━━━━━ Supplied material ━━━━━
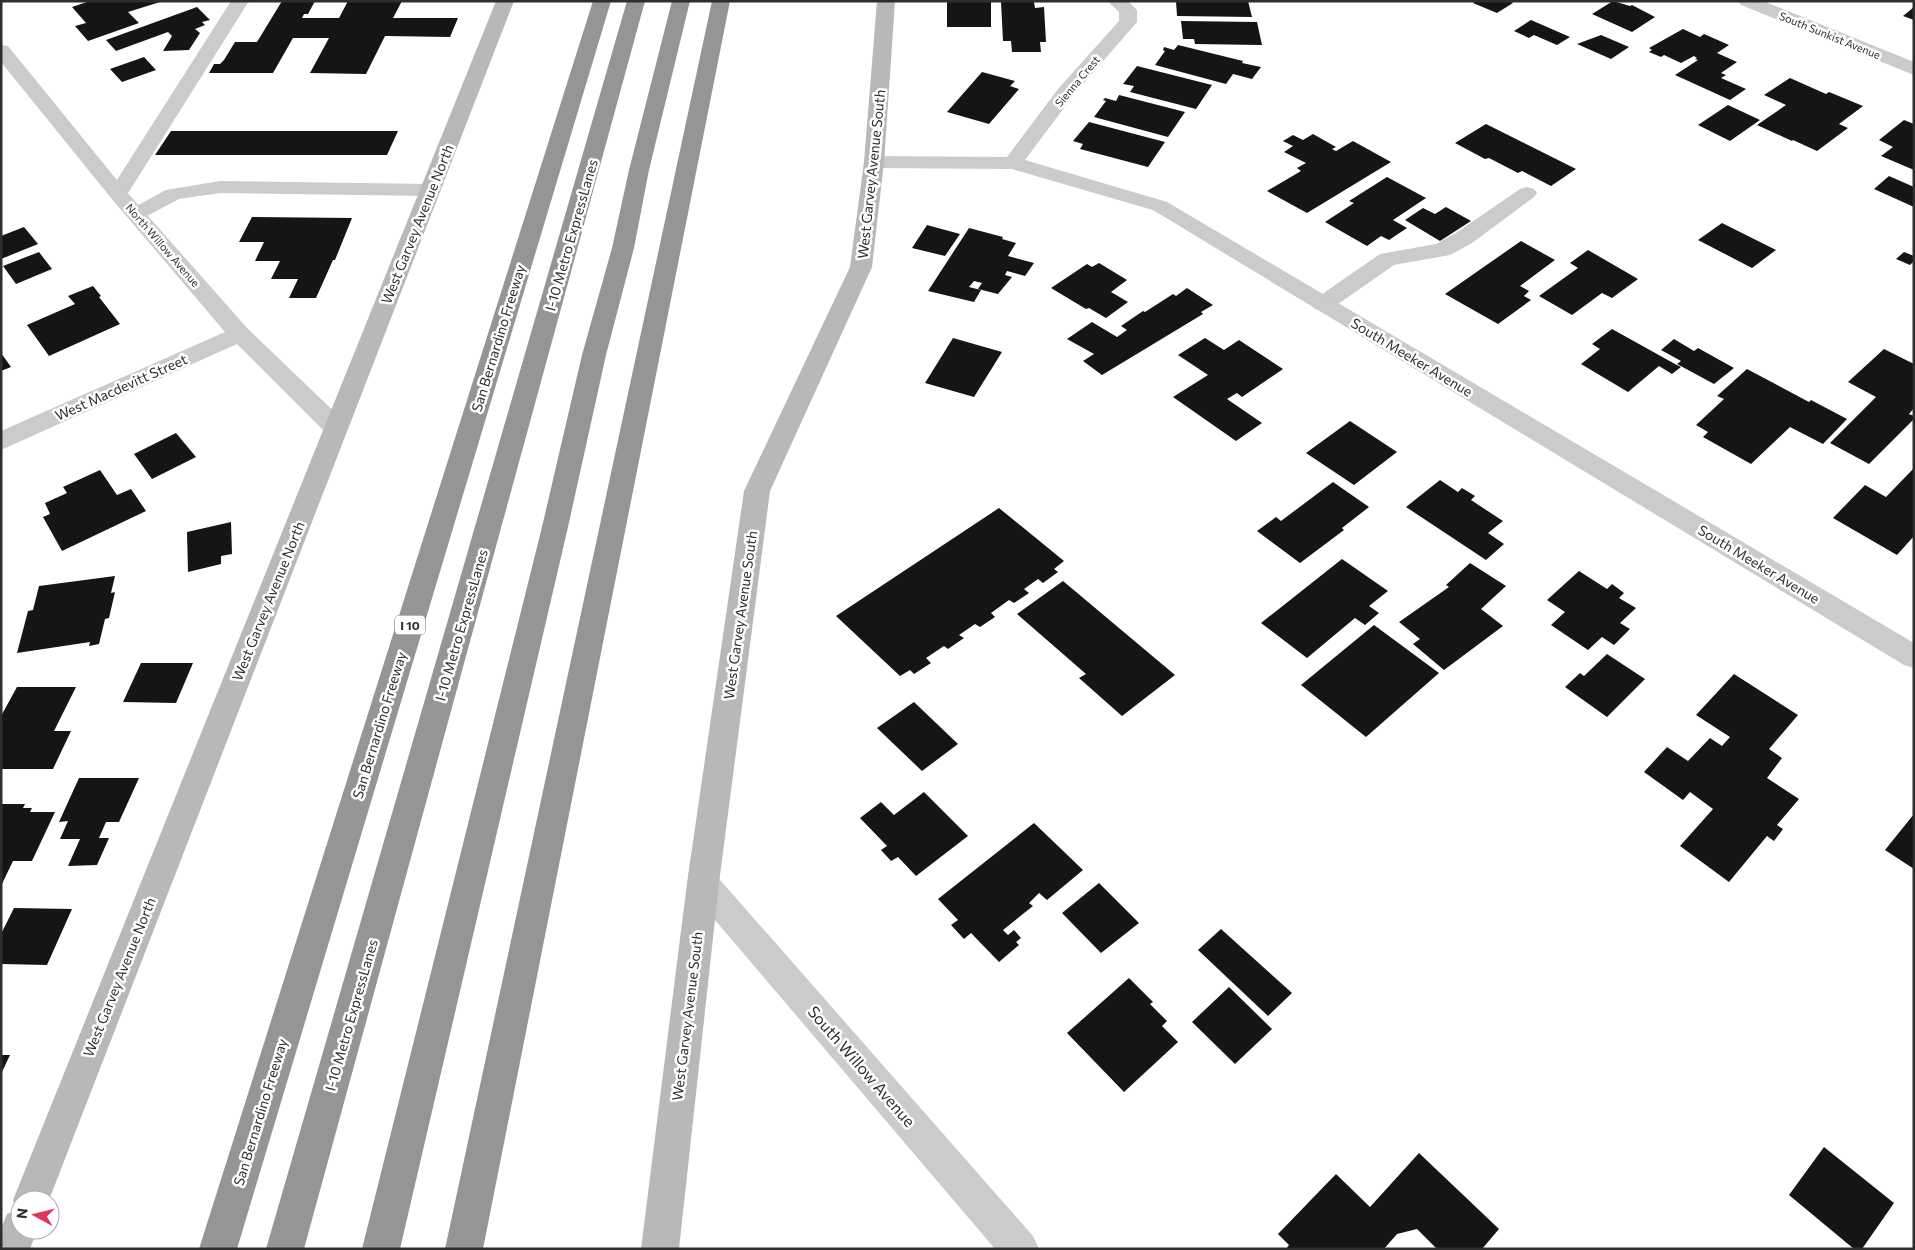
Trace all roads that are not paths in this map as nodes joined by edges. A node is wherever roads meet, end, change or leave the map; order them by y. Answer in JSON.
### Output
{"nodes":[{"id":1,"x":240,"y":1,"type":"edge"},
{"id":2,"x":505,"y":1,"type":"edge"},
{"id":3,"x":602,"y":1,"type":"edge"},
{"id":4,"x":636,"y":1,"type":"edge"},
{"id":5,"x":681,"y":1,"type":"edge"},
{"id":6,"x":721,"y":1,"type":"edge"},
{"id":7,"x":886,"y":1,"type":"edge"},
{"id":8,"x":1116,"y":1,"type":"edge"},
{"id":9,"x":1747,"y":1,"type":"edge"},
{"id":10,"x":1,"y":50,"type":"edge"},
{"id":11,"x":1914,"y":70,"type":"edge"},
{"id":12,"x":874,"y":162,"type":"junction"},
{"id":13,"x":1013,"y":164,"type":"junction"},
{"id":14,"x":431,"y":190,"type":"junction"},
{"id":15,"x":1527,"y":193,"type":"dead end"},
{"id":16,"x":118,"y":194,"type":"junction"},
{"id":17,"x":136,"y":214,"type":"junction"},
{"id":18,"x":1323,"y":304,"type":"junction"},
{"id":19,"x":240,"y":334,"type":"junction"},
{"id":20,"x":336,"y":428,"type":"junction"},
{"id":21,"x":1,"y":441,"type":"edge"},
{"id":22,"x":1914,"y":657,"type":"edge"},
{"id":23,"x":703,"y":883,"type":"junction"},
{"id":24,"x":35,"y":1190,"type":"edge"},
{"id":25,"x":218,"y":1249,"type":"edge"},
{"id":26,"x":286,"y":1249,"type":"edge"},
{"id":27,"x":381,"y":1249,"type":"edge"},
{"id":28,"x":464,"y":1249,"type":"edge"},
{"id":29,"x":660,"y":1249,"type":"edge"},
{"id":30,"x":1020,"y":1249,"type":"edge"}],
"edges":[{"from":1,"to":16,"type":"street"},
{"from":2,"to":14,"type":"street","name":"West Garvey Avenue North"},
{"from":3,"to":25,"type":"highway","name":"San Bernardino Freeway","number":"I 10"},
{"from":4,"to":26,"type":"highway","name":"I-10 Metro ExpressLanes"},
{"from":5,"to":27,"type":"highway"},
{"from":6,"to":28,"type":"highway"},
{"from":7,"to":12,"type":"street","name":"West Garvey Avenue South"},
{"from":8,"to":13,"type":"street","name":"Sienna Crest"},
{"from":9,"to":11,"type":"street","name":"South Sunkist Avenue"},
{"from":10,"to":16,"type":"street","name":"North Willow Avenue"},
{"from":12,"to":13,"type":"street","name":"South Meeker Avenue"},
{"from":12,"to":23,"type":"street","name":"West Garvey Avenue South"},
{"from":13,"to":18,"type":"street","name":"South Meeker Avenue"},
{"from":14,"to":17,"type":"street"},
{"from":14,"to":20,"type":"street","name":"West Garvey Avenue North"},
{"from":15,"to":18,"type":"street"},
{"from":16,"to":17,"type":"street","name":"North Willow Avenue"},
{"from":17,"to":19,"type":"street","name":"North Willow Avenue"},
{"from":18,"to":22,"type":"street","name":"South Meeker Avenue"},
{"from":19,"to":20,"type":"street","name":"North Willow Avenue"},
{"from":19,"to":21,"type":"street","name":"West Macdevitt Street"},
{"from":20,"to":24,"type":"street","name":"West Garvey Avenue North"},
{"from":23,"to":29,"type":"street","name":"West Garvey Avenue South"},
{"from":23,"to":30,"type":"street","name":"South Willow Avenue"}]}
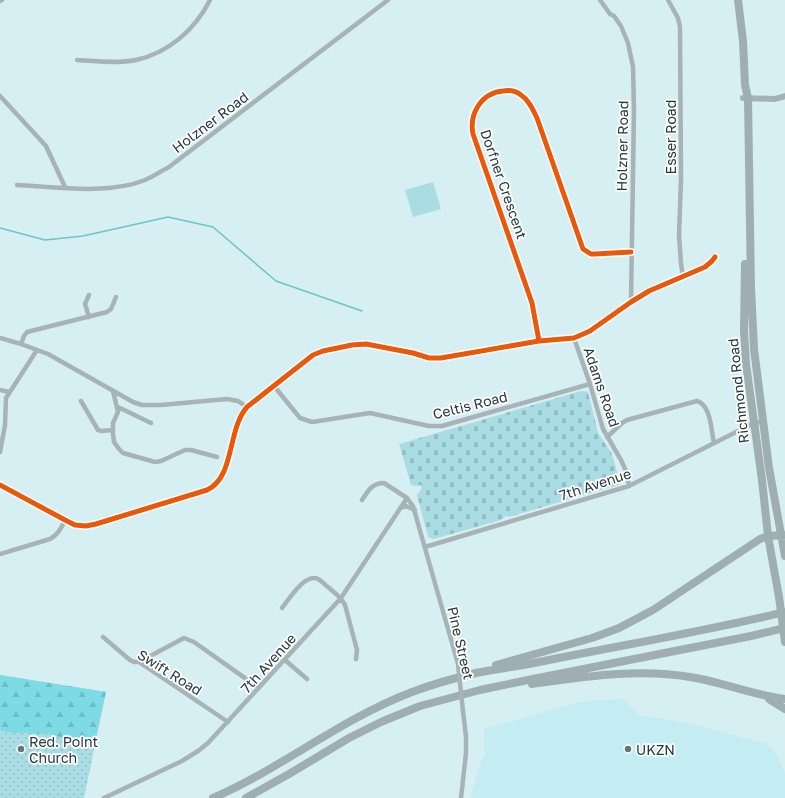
━━━━━
Determine how many lines of the data above contain the string "Meeker", and give the result with nothing else.

> Problem solution
3